Go through the listing below and repeat it exactly, dropping the pictures.

== Extracted material ==

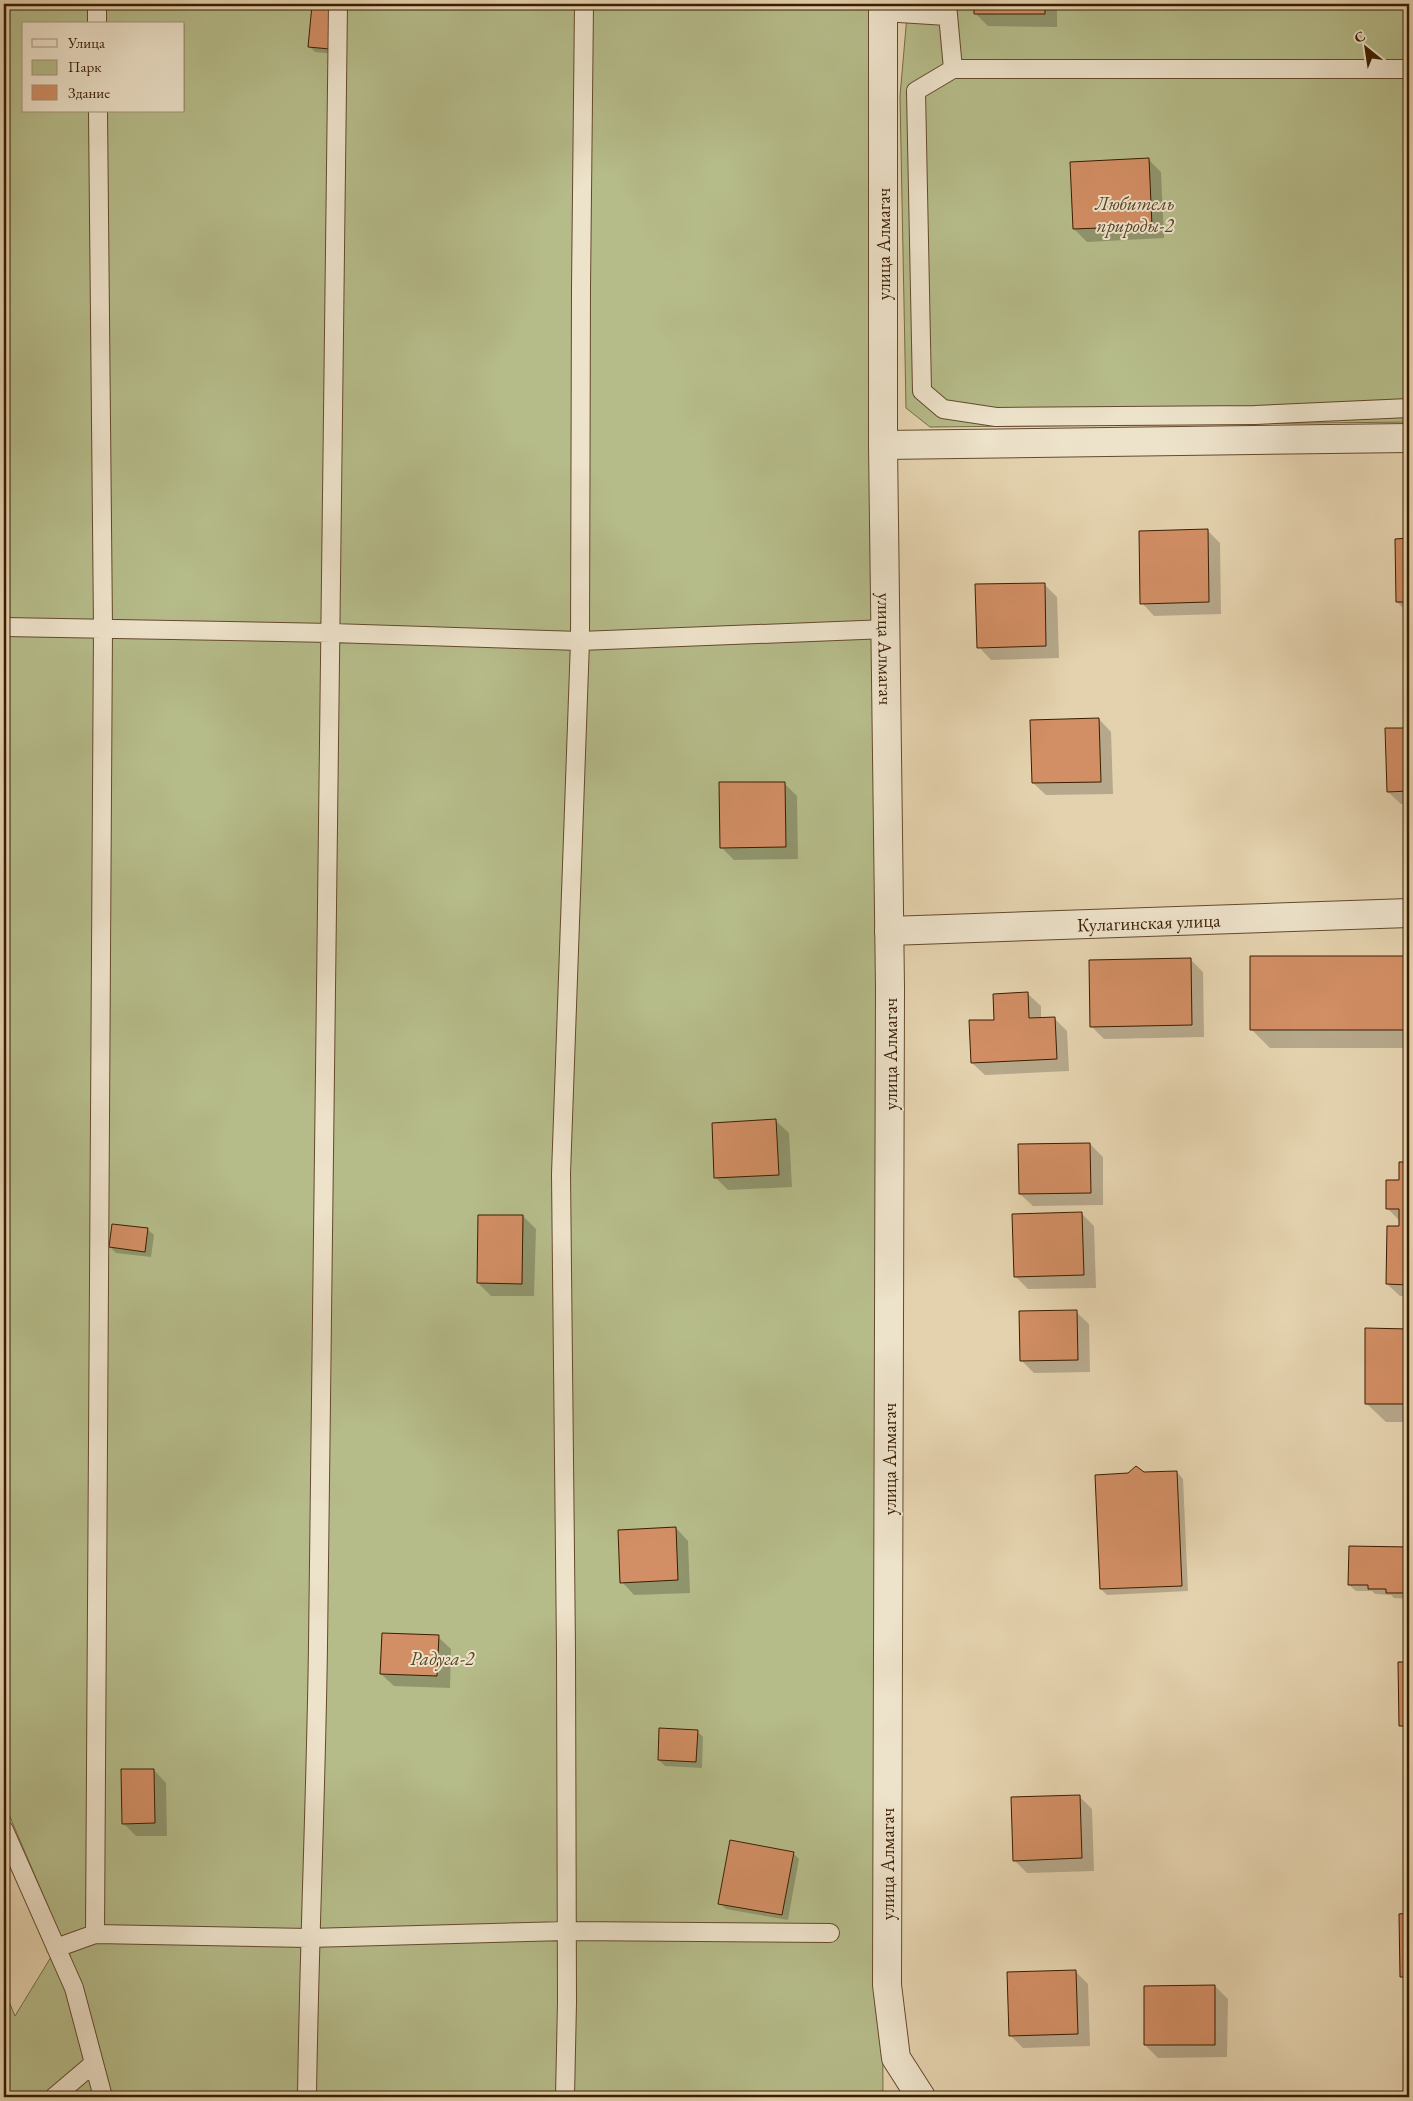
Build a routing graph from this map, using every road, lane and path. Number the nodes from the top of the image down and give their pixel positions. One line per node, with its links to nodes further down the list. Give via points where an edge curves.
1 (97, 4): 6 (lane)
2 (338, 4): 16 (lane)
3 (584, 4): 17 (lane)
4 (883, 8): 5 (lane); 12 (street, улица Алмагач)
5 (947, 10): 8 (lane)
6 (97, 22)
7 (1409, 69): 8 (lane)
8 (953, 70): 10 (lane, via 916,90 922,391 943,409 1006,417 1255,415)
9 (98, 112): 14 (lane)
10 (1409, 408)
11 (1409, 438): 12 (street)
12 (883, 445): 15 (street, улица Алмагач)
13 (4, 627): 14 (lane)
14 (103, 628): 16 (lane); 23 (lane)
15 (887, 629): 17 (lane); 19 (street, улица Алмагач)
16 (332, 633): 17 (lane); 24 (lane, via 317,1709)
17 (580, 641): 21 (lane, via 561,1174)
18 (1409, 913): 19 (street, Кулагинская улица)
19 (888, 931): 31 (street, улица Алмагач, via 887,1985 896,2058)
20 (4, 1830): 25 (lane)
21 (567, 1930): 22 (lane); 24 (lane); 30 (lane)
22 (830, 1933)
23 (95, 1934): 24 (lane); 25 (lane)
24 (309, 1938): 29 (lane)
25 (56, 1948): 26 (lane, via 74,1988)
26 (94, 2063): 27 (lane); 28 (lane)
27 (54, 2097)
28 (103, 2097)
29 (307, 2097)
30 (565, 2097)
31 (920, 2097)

===

=== Task solution ===
Build a routing graph from this map, using every road, lane and path. Number the nodes from the top of the image down and give their pixel positions. One line per node, with its links to nodes further down the list. Give via points where an edge curves.
1 (97, 4): 6 (lane)
2 (338, 4): 16 (lane)
3 (584, 4): 17 (lane)
4 (883, 8): 5 (lane); 12 (street, улица Алмагач)
5 (947, 10): 8 (lane)
6 (97, 22)
7 (1409, 69): 8 (lane)
8 (953, 70): 10 (lane, via 916,90 922,391 943,409 1006,417 1255,415)
9 (98, 112): 14 (lane)
10 (1409, 408)
11 (1409, 438): 12 (street)
12 (883, 445): 15 (street, улица Алмагач)
13 (4, 627): 14 (lane)
14 (103, 628): 16 (lane); 23 (lane)
15 (887, 629): 17 (lane); 19 (street, улица Алмагач)
16 (332, 633): 17 (lane); 24 (lane, via 317,1709)
17 (580, 641): 21 (lane, via 561,1174)
18 (1409, 913): 19 (street, Кулагинская улица)
19 (888, 931): 31 (street, улица Алмагач, via 887,1985 896,2058)
20 (4, 1830): 25 (lane)
21 (567, 1930): 22 (lane); 24 (lane); 30 (lane)
22 (830, 1933)
23 (95, 1934): 24 (lane); 25 (lane)
24 (309, 1938): 29 (lane)
25 (56, 1948): 26 (lane, via 74,1988)
26 (94, 2063): 27 (lane); 28 (lane)
27 (54, 2097)
28 (103, 2097)
29 (307, 2097)
30 (565, 2097)
31 (920, 2097)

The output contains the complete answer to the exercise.